The posterior circulation (vertebrobasilar artery system) is formed by the merging of the paired vertebral artery into the unpaired basilar artery. This passes cranially along the front of the brain stem and branches into the posterior cerebral artery at the head of the basilar artery. The posterior circulation is thus responsible for blood supply to the brain stem, cerebellum (via the basilar artery and its branches), and occipital cortex (via the posterior cerebral artery).
Because the brain, as an essential body organ, must constantly be well perfused, an anastomotic system, referred to as the circle of Willis, exists between the anterior and posterior circulations. Terminal branches of the vertebral and internal carotid arteries anastomose to form a circular blood vessel (circle of Willis). Furthermore, the common variants must later be considered during the radiological assessment of the functionality of the cranial arteries. It is thus a common occurrence for the posterior cranial arteries to arise from the internal carotid artery.

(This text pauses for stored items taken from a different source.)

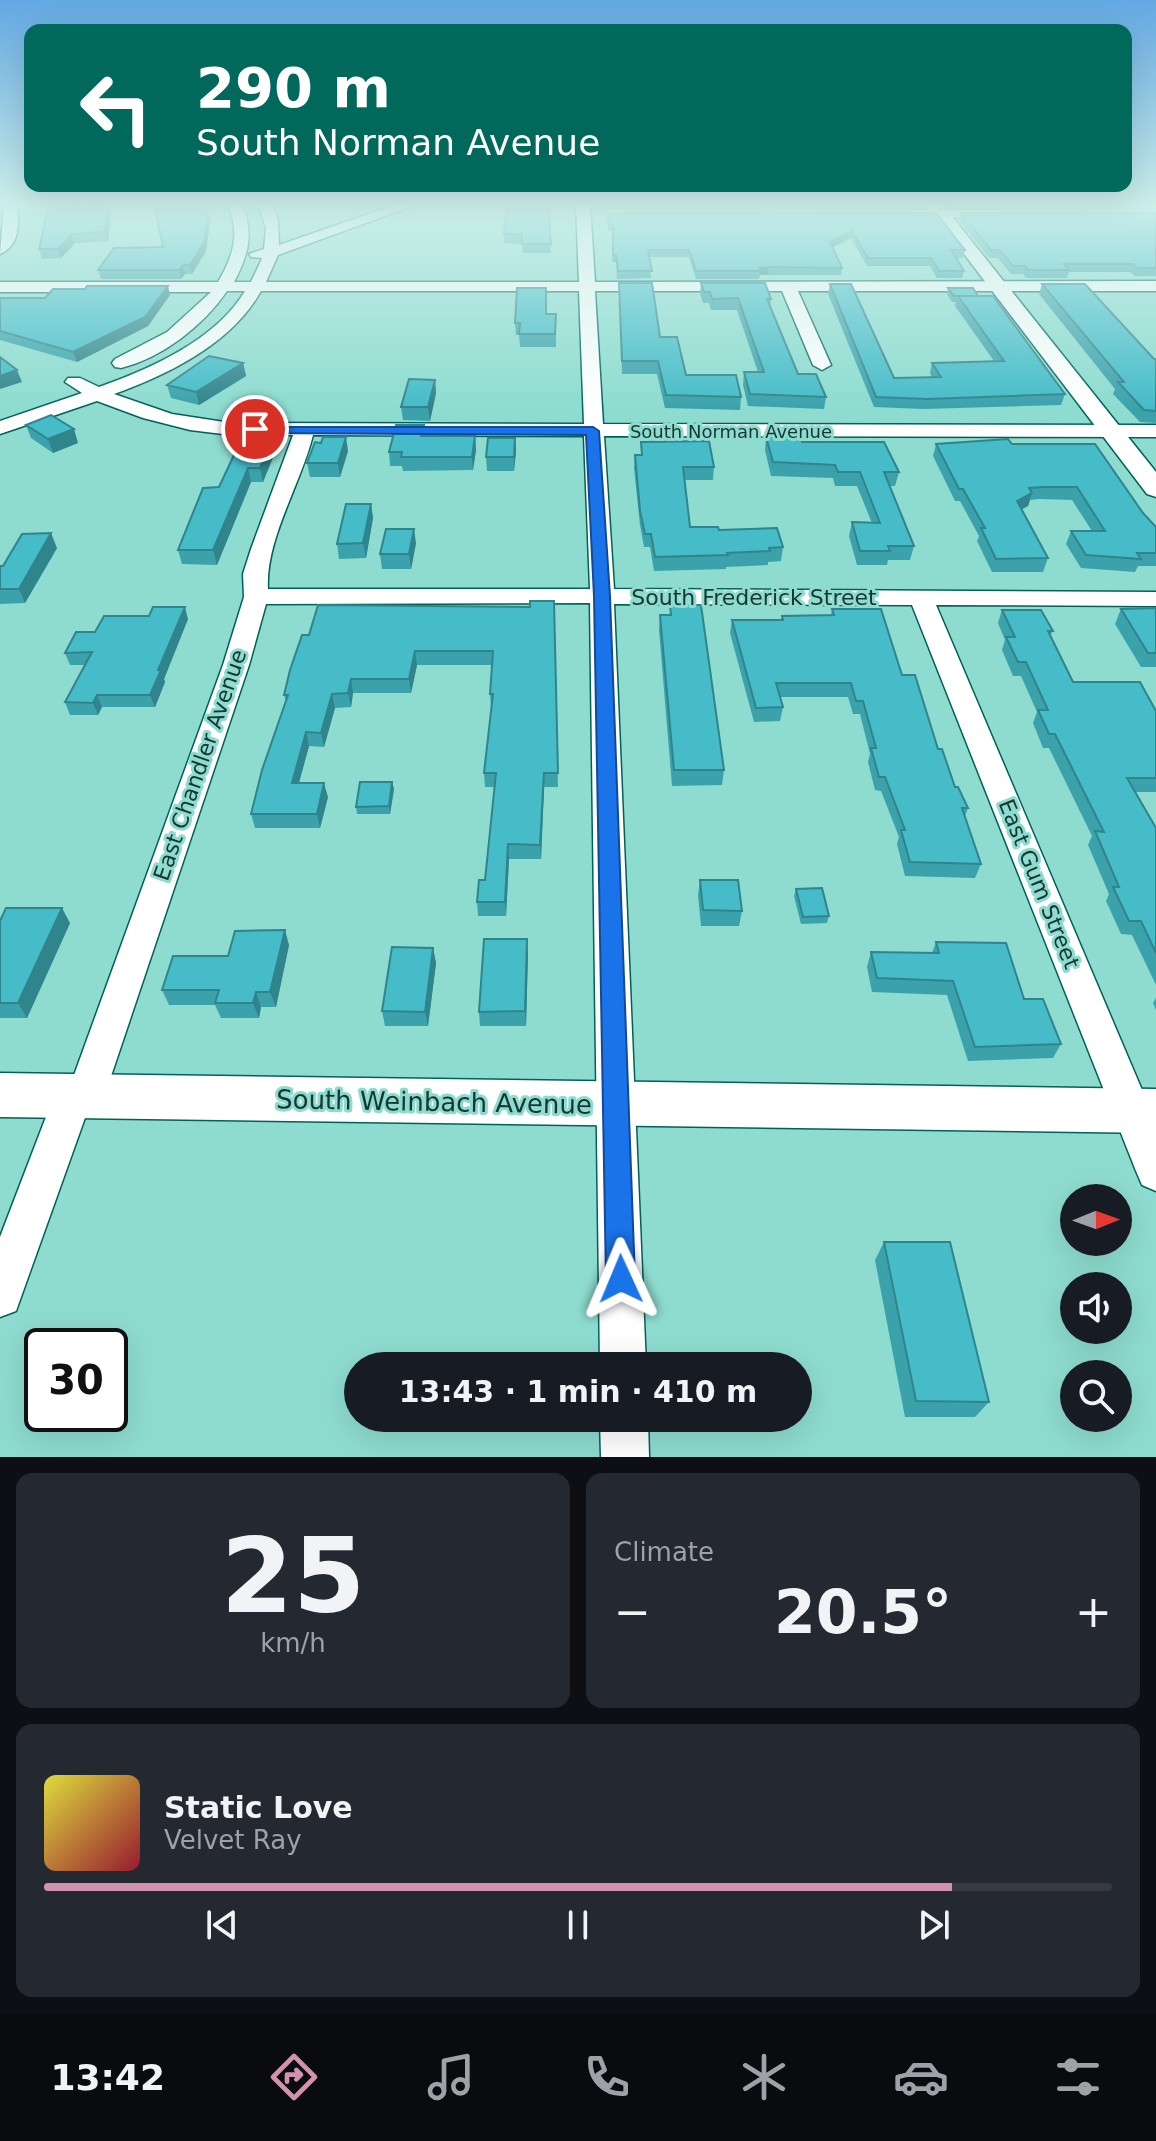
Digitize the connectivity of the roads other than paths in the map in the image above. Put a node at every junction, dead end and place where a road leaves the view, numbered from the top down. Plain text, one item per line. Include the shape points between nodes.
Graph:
1 (232, 272) edge
2 (264, 272) edge
3 (587, 272) edge
4 (987, 272) edge
5 (587, 286) junction
6 (788, 286) junction
7 (998, 286) junction
8 (1156, 286) edge
9 (0, 287) edge
10 (225, 287) junction
11 (258, 287) junction
12 (822, 365) dead end
13 (95, 393) junction
14 (0, 428) edge
15 (304, 430) junction
16 (593, 431) junction
17 (1111, 431) junction
18 (1156, 431) edge
19 (1156, 489) edge
20 (602, 596) junction
21 (256, 597) junction
22 (921, 598) junction
23 (1156, 599) edge
24 (0, 1095) edge
25 (79, 1097) junction
26 (617, 1105) junction
27 (1144, 1111) edge
28 (1156, 1171) edge
29 (0, 1295) edge
30 (623, 1352) edge
31 (624, 1432) edge
32 (625, 1457) edge

1 - 10 street
2 - 11 street
3 - 5 street
4 - 7 street
5 - 6 street
5 - 11 street
5 - 16 street
6 - 7 street
6 - 12 street
7 - 8 street
7 - 17 street
9 - 10 street
10 - 11 street
10 - 13 street, South Norman Avenue via 176,334 67,384
11 - 13 street via 244,308 207,340
13 - 14 street
13 - 15 street, South Norman Avenue via 190,425
15 - 16 street, South Norman Avenue
15 - 21 street, East Chandler Avenue via 262,549
16 - 17 street, South Norman Avenue
16 - 20 street
17 - 18 street, South Norman Avenue
17 - 19 street
20 - 21 street, South Frederick Street
20 - 22 street, South Frederick Street
20 - 26 street
21 - 25 street, East Chandler Avenue
22 - 23 street, South Frederick Street
22 - 27 street, East Gum Street
24 - 25 street, South Weinbach Avenue
25 - 26 street, South Weinbach Avenue
25 - 29 street, East Chandler Avenue
26 - 27 street, South Weinbach Avenue
26 - 30 street
27 - 28 street, East Gum Street
31 - 32 street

Tip: If you memorize the anatomical course of the cranial arteries with the respective supply areas, the clinical symptoms of vascular occlusion can often be deduced directly.
Patterns of injury in circulatory disorders
If relevant circulatory disorders are present in the cranial arteries, various injury patterns may arise:
If an embolus is transported into the brain by the bloodstream, it typically leads to the occlusion of mid-sized arteries, with a cuneiform territorial infarction.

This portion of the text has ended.